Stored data
┌──

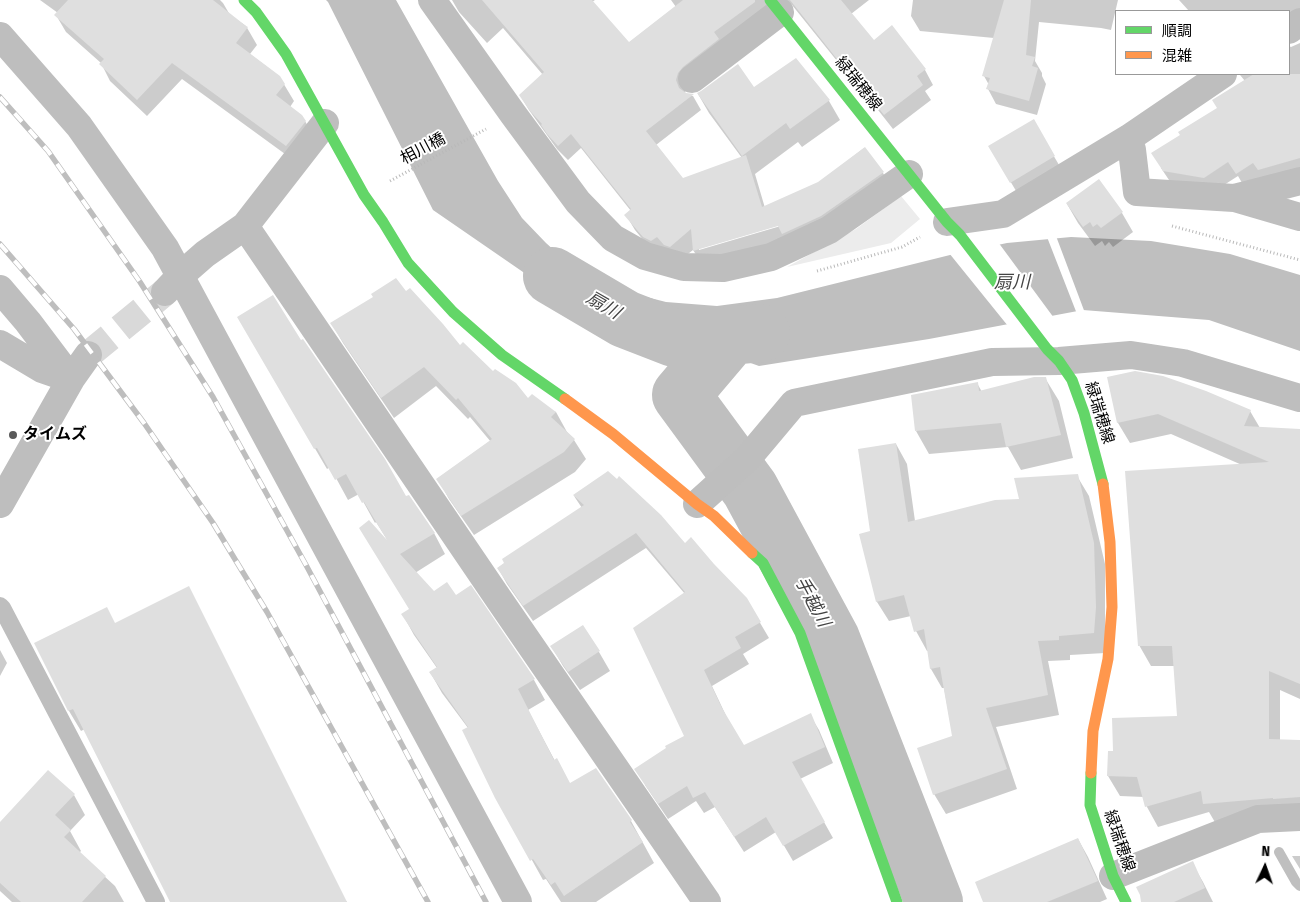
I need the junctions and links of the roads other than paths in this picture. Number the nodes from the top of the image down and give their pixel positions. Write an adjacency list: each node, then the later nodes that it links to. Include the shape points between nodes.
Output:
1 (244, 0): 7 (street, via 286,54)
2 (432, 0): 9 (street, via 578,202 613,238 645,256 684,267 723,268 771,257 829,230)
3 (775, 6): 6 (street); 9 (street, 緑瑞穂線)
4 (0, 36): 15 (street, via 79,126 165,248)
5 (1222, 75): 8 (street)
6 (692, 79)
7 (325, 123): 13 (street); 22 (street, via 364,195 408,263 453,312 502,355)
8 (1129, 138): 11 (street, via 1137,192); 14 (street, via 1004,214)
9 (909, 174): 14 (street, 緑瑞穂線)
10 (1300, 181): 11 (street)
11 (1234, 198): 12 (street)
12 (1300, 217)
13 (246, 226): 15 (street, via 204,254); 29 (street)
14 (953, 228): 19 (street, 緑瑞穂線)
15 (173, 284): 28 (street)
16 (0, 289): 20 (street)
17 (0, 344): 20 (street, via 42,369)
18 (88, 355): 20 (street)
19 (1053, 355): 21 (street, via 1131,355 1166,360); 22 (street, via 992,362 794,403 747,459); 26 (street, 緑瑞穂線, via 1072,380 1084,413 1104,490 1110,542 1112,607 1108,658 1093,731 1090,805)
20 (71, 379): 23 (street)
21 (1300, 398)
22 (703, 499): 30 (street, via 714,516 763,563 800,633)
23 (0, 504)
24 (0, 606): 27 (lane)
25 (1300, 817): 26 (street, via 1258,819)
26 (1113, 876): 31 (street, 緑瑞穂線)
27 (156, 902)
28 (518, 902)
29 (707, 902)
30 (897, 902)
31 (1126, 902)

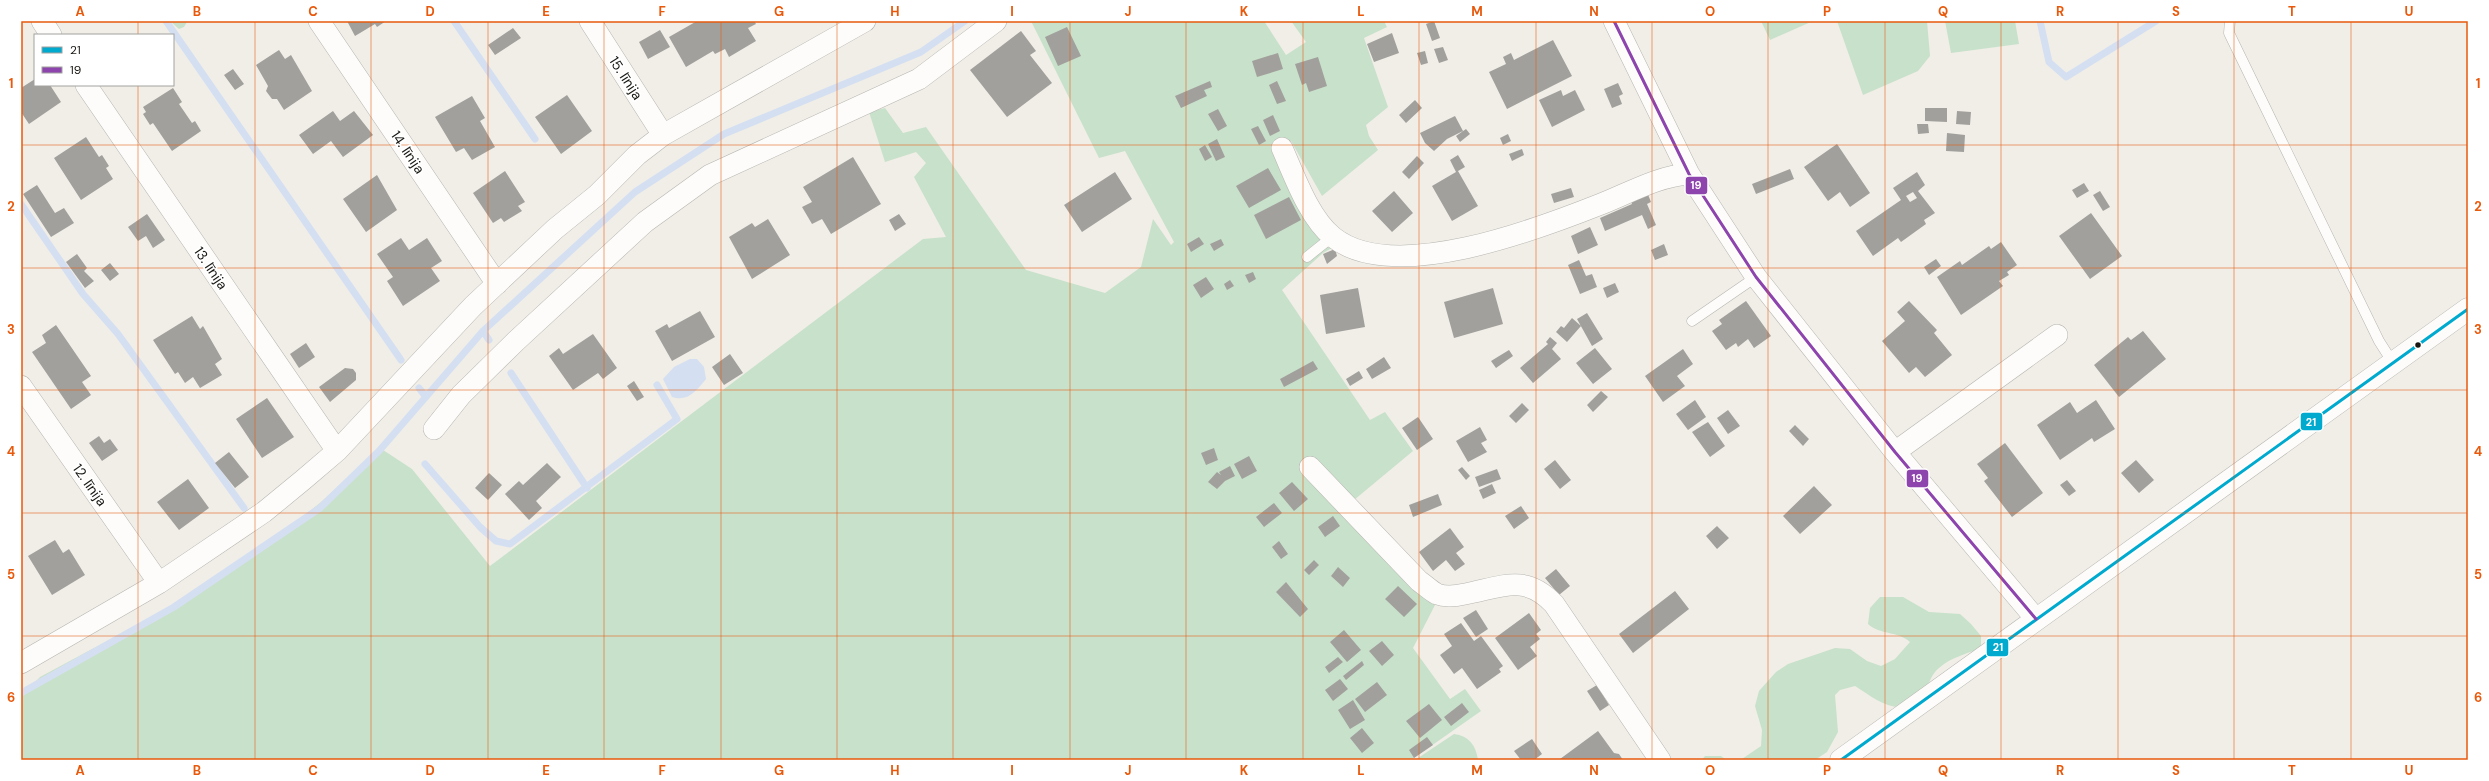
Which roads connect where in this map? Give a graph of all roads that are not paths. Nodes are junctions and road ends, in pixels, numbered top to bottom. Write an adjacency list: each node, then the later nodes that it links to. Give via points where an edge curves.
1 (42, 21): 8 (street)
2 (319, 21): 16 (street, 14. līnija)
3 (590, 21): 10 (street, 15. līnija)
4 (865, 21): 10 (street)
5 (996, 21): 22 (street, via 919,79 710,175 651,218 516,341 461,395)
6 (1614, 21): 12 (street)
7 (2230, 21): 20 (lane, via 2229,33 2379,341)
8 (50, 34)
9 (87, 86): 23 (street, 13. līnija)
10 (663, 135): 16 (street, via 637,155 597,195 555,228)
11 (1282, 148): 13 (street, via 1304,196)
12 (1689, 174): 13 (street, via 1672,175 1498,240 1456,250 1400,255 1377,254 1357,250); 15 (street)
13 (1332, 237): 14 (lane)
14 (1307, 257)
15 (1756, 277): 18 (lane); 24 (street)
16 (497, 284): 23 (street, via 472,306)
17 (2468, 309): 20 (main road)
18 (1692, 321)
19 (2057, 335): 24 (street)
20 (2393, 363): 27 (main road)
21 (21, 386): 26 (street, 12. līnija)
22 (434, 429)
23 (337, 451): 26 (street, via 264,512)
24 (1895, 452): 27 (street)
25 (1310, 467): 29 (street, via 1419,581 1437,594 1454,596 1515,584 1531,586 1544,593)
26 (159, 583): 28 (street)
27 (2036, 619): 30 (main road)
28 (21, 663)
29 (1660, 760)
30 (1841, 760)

└──

* **Task goal**:
Return each entry exactly as it appears above, but exclude the pictures.

* **Result of the task**:
I need the junctions and links of the roads other than paths in this picture. Number the nodes from the top of the image down and give their pixel positions. Write an adjacency list: each node, then the later nodes that it links to. Include the shape points between nodes.
Output:
1 (244, 0): 7 (street, via 286,54)
2 (432, 0): 9 (street, via 578,202 613,238 645,256 684,267 723,268 771,257 829,230)
3 (775, 6): 6 (street); 9 (street, 緑瑞穂線)
4 (0, 36): 15 (street, via 79,126 165,248)
5 (1222, 75): 8 (street)
6 (692, 79)
7 (325, 123): 13 (street); 22 (street, via 364,195 408,263 453,312 502,355)
8 (1129, 138): 11 (street, via 1137,192); 14 (street, via 1004,214)
9 (909, 174): 14 (street, 緑瑞穂線)
10 (1300, 181): 11 (street)
11 (1234, 198): 12 (street)
12 (1300, 217)
13 (246, 226): 15 (street, via 204,254); 29 (street)
14 (953, 228): 19 (street, 緑瑞穂線)
15 (173, 284): 28 (street)
16 (0, 289): 20 (street)
17 (0, 344): 20 (street, via 42,369)
18 (88, 355): 20 (street)
19 (1053, 355): 21 (street, via 1131,355 1166,360); 22 (street, via 992,362 794,403 747,459); 26 (street, 緑瑞穂線, via 1072,380 1084,413 1104,490 1110,542 1112,607 1108,658 1093,731 1090,805)
20 (71, 379): 23 (street)
21 (1300, 398)
22 (703, 499): 30 (street, via 714,516 763,563 800,633)
23 (0, 504)
24 (0, 606): 27 (lane)
25 (1300, 817): 26 (street, via 1258,819)
26 (1113, 876): 31 (street, 緑瑞穂線)
27 (156, 902)
28 (518, 902)
29 (707, 902)
30 (897, 902)
31 (1126, 902)

Which roads connect where in this map? Give a graph of all roads that are not paths. Nodes are junctions and road ends, in pixels, numbered top to bottom. Write an adjacency list: each node, then the later nodes that it links to. Give via points where an edge curves.
1 (42, 21): 8 (street)
2 (319, 21): 16 (street, 14. līnija)
3 (590, 21): 10 (street, 15. līnija)
4 (865, 21): 10 (street)
5 (996, 21): 22 (street, via 919,79 710,175 651,218 516,341 461,395)
6 (1614, 21): 12 (street)
7 (2230, 21): 20 (lane, via 2229,33 2379,341)
8 (50, 34)
9 (87, 86): 23 (street, 13. līnija)
10 (663, 135): 16 (street, via 637,155 597,195 555,228)
11 (1282, 148): 13 (street, via 1304,196)
12 (1689, 174): 13 (street, via 1672,175 1498,240 1456,250 1400,255 1377,254 1357,250); 15 (street)
13 (1332, 237): 14 (lane)
14 (1307, 257)
15 (1756, 277): 18 (lane); 24 (street)
16 (497, 284): 23 (street, via 472,306)
17 (2468, 309): 20 (main road)
18 (1692, 321)
19 (2057, 335): 24 (street)
20 (2393, 363): 27 (main road)
21 (21, 386): 26 (street, 12. līnija)
22 (434, 429)
23 (337, 451): 26 (street, via 264,512)
24 (1895, 452): 27 (street)
25 (1310, 467): 29 (street, via 1419,581 1437,594 1454,596 1515,584 1531,586 1544,593)
26 (159, 583): 28 (street)
27 (2036, 619): 30 (main road)
28 (21, 663)
29 (1660, 760)
30 (1841, 760)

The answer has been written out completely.